The Israel Innovation Authority (IIA) has approved an additional $115 million to support Israeli start-up companies that were affected by the coronavirus pandemic, according to a report by the technology news website KrAsia.
Israel’s hi-tech sector has been suffering budgetary issues for a while now, as the country’s been caught in a limbo of political confusion since last year, with several failed attempts of forming a functional government and hundreds of millions of shekels worth of grants being postponed or simply canceled.
In early November, Calcalist reported that the IIA was delaying $28 million in grant payments to 250 Israeli tech companies, a number which later grew to 500, as the political situation caused the government budget to freeze, and the IIA’s annual investment budget to come to a staggering halt.

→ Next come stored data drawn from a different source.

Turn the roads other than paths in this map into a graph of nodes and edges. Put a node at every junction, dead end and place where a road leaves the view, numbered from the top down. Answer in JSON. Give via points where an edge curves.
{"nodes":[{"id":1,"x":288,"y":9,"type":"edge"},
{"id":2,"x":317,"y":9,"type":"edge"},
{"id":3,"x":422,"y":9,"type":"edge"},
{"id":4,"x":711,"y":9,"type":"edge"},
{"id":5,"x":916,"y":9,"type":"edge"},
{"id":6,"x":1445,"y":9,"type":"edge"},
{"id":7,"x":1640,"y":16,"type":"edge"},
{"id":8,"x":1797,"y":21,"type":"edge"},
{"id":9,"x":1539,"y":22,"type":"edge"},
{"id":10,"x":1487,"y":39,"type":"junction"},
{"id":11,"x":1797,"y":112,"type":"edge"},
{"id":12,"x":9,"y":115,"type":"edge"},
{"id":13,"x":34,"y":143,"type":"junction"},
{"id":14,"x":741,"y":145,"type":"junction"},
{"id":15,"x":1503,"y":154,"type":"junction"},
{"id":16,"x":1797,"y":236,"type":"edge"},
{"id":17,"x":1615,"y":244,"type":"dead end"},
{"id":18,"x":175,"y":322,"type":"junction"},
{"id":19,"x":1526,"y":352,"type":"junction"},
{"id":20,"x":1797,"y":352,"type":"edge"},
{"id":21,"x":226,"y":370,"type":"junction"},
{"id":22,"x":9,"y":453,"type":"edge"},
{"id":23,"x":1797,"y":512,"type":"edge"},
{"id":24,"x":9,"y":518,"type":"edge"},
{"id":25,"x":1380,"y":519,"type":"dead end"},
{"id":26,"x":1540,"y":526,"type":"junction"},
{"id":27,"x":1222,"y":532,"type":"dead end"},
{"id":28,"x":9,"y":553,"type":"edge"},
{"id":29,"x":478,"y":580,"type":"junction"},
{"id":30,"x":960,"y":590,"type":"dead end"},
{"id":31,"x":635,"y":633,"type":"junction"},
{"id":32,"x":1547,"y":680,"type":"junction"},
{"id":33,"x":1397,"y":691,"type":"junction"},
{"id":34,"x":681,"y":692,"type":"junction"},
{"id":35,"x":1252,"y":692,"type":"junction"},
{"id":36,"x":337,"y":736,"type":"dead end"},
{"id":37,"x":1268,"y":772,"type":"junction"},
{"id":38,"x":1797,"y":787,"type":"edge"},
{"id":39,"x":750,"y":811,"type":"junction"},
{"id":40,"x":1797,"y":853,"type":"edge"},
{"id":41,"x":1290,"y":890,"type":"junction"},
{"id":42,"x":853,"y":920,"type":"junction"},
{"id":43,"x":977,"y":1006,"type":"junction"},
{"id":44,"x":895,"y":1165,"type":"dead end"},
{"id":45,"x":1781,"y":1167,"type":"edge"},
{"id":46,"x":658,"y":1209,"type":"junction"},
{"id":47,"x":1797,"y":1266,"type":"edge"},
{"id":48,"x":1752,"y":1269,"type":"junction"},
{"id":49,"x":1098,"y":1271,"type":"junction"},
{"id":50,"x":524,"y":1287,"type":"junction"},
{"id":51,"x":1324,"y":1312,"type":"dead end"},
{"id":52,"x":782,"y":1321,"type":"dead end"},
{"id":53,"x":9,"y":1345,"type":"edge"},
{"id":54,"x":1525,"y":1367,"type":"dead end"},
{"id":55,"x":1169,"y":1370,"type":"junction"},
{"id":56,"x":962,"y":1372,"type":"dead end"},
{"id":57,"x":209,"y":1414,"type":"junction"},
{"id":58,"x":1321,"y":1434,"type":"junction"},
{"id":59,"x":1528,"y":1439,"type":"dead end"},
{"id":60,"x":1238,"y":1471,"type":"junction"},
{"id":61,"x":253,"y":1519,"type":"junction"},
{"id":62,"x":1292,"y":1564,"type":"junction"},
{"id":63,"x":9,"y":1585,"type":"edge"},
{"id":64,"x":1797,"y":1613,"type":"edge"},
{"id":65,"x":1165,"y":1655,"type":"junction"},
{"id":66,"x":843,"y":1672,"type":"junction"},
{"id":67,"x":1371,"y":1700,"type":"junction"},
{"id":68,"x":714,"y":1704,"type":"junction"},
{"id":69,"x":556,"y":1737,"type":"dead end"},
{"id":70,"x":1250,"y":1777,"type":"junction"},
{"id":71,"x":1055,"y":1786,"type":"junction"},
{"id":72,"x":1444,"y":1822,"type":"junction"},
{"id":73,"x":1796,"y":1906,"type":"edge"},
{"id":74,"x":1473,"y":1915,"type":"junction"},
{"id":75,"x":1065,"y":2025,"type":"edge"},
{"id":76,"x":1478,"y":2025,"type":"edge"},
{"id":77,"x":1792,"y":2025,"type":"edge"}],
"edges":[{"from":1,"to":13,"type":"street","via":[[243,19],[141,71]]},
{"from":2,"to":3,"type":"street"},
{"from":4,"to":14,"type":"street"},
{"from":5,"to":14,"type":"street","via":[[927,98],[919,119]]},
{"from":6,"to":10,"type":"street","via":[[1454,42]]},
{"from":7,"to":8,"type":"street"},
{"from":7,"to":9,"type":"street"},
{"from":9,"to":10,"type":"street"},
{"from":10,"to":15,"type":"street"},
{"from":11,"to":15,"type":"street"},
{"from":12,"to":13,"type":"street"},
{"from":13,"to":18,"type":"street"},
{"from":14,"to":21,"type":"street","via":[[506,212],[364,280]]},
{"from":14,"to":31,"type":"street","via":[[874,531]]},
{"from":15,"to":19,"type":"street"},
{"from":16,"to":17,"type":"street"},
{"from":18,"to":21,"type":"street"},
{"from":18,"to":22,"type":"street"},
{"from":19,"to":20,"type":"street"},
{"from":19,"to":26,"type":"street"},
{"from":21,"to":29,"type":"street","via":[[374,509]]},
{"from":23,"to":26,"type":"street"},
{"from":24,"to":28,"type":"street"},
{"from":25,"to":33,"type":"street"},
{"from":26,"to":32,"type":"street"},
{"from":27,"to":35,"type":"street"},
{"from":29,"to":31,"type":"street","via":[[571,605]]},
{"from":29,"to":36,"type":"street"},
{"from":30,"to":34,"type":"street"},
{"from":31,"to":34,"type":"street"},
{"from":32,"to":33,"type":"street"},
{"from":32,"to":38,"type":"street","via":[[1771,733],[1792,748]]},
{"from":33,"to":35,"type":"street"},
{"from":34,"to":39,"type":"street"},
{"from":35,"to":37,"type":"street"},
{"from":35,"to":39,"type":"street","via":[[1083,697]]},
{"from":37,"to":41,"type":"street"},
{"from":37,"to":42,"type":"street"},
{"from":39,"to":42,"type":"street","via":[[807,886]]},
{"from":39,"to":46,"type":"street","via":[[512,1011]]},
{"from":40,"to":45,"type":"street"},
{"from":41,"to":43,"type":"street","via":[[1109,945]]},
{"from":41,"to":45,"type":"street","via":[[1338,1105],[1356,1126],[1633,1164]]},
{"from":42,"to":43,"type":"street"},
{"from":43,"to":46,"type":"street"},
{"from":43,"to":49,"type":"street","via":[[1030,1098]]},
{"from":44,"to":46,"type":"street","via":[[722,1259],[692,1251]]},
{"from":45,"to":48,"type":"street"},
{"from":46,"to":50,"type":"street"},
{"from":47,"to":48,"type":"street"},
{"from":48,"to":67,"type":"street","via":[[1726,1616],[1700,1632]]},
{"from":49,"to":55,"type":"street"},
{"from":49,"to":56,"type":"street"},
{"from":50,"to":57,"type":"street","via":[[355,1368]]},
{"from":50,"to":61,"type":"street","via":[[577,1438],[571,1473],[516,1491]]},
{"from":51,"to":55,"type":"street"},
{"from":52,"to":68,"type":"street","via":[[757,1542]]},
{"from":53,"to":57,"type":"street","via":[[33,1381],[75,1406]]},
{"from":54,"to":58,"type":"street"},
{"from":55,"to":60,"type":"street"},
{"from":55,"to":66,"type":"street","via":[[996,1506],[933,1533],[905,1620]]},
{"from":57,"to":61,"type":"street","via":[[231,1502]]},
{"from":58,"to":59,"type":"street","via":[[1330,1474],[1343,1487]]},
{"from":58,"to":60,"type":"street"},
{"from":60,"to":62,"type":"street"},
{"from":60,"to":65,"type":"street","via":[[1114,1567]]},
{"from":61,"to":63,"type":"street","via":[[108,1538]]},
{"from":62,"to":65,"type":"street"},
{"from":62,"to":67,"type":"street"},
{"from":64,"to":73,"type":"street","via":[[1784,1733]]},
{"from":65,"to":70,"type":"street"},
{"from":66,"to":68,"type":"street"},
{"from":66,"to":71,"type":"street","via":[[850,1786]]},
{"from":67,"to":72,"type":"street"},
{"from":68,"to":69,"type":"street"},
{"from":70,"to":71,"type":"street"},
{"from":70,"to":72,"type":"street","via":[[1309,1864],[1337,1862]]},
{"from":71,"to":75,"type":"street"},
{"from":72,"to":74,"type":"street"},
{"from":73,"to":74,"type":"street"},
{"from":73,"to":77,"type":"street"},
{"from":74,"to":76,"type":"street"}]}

The crisis brought about by the coronavirus pandemic made things even worse, with hundreds of companies forced to halt projects and let employees go.
The additional budget approved last week comes as a relief to many in Israel’s hi-tech sector.
According to KrAsia, the funding will enable the IIA to extend the application deadline for fast-track grants until November 19, 2020, giving newer companies or those who haven’t had the chance, to apply for much-needed government funding.
The IIA’s Fast Track program was launched in April with the purpose of helping expedite the recovery of small and medium high-tech companies affected by the coronavirus pandemic by bypassing red tape procedures and receiving grants much faster.
“The Authority is therefore supporting high-functioning companies which have a good chance of transcending the crisis but are currently facing difficulties in raising funds or making sales. We have substantially expanded the support mechanism for companies so that they can utilize our grants in order to maintain operations, and have taken it upon ourselves to guarantee that we complete the evaluation and decision-making process within four weeks,” IIA CEO Aharon Aharon said in a statement.
Besides extending the application deadline, Aharon noted that the IIA modified its criteria for the program following increased demand in order to allow more companies to submit their application.
“The incentive program’s grants will help these companies successfully traverse the current crisis and become part of the growth engine stimulating the Israeli economy as it overcomes this difficult period,” Aharon concluded.